The present study found a higher frequency of headache and more severe CA in participants with migraine with VA than in those with migraine without VA. One possible explanation for the differences in the clinical presentation of migraine with respect to the presence or absence of VA is the difference in the mechanism of migraine between the two. Cortical spreading depression (CSD) has been considered a key mechanism of MA40,41. Although there are some controversies42, the role of CSD in MO is not well understood43,44. Our study findings suggest that CSD might be involved in some migraine attacks in individuals with migraine with VA; this may be responsible for the differences in some clinical characteristics between participants with migraine with VA and those with migraine without VA.

The MIDAS scores of participants with PM with VA were higher than those of participants with PM without VA. Conversely, the MIDAS scores of participants with migraine with VA did not differ significantly from those of participants with migraine without VA. This discrepancy may be due to differences in the severity of the symptoms and disability between migraine and PM. The symptoms and disability of participants with PM were milder than those of participants with migraine14,45. Because the symptoms of migraine were severe enough, an exacerbation of some symptoms with the accompaniment of VA did not affect disability. In PM, which was associated with milder disability, the worsening of symptoms due to VA accompaniment may have exacerbated disability significantly.

The present study has several limitations. First, the cooperation rate of the present study was not high at 28.3%. Such a low cooperation rate in a web-based survey has already been reported. The Chronic Migraine Epidemiology and Outcomes study was a nation-wide web-based survey for migraine in the USA, and its cooperation rate (16.5%) was lower than that of the American Migraine Prevalence and Prevention survey (65.8%), a traditional mailed survey46. Nevertheless, the distributions of age, sex, size of residential area, and educational level in our sample were not significantly different from those of the total population of Korea. In addition, the prevalence of migraine (5.6%) and PM (11.3%) in our study were similar to those reported in previous studies in Korea (4.7%–9.1%) and other Asian countries (6.1%–12.8%)9,10,36,38. Second, although we used data from a nation-wide population-based study with a large sample size, its external validity is needed for the generalizability of our findings. Common issues that limit external validity include selection biases, aptitude, treatment interactions, and so on47. Therefore, the findings of the present study should be verified in various populations.

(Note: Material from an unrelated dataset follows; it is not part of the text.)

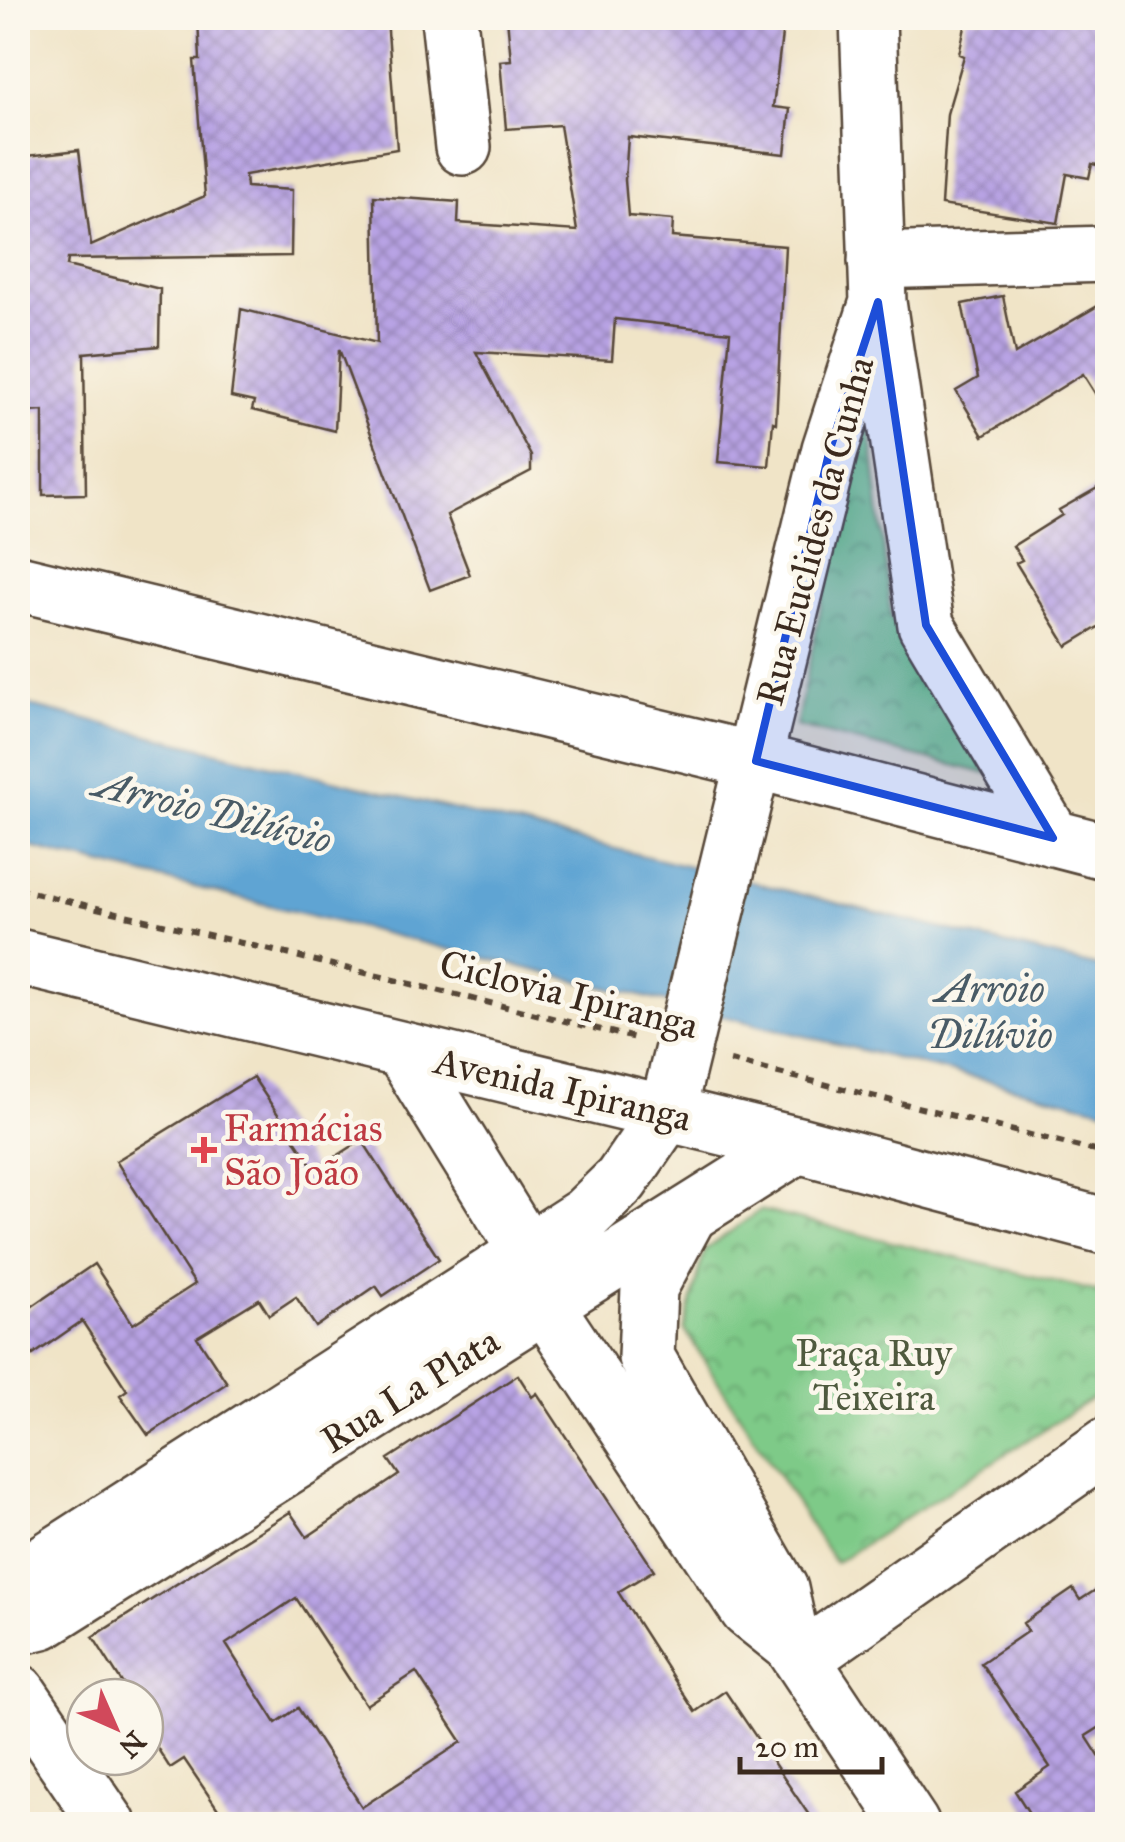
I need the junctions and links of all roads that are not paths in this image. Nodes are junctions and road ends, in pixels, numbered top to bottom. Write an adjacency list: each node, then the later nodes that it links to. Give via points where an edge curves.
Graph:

The strengths of the present study are as follows. First, we used a validated instrument to assess the presence of VA. Previous epidemiological studies evaluated aura symptoms using questionnaires that were not validated for the detection of aura. The present study used the self-administered VARS questionnaire, which has been validated by comparing its results to a doctor’s diagnosis of VA12. Second, we evaluated the prevalence and impact of VA in PM in addition to that in migraine. PM is a prevalent headache disorder that fulfils all but one criterion of migraine. Yet, the prevalence and impact of VA have rarely been documented.

In conclusion, the present study evaluated the prevalence and impact of VA in migraine and PM in a general population-based sample using a validated instrument. The prevalence of VA was not significantly different between migraine and PM. Some symptoms and comorbidities of migraine and PM with VA were more severe as compared with those of migraine and PM without VA.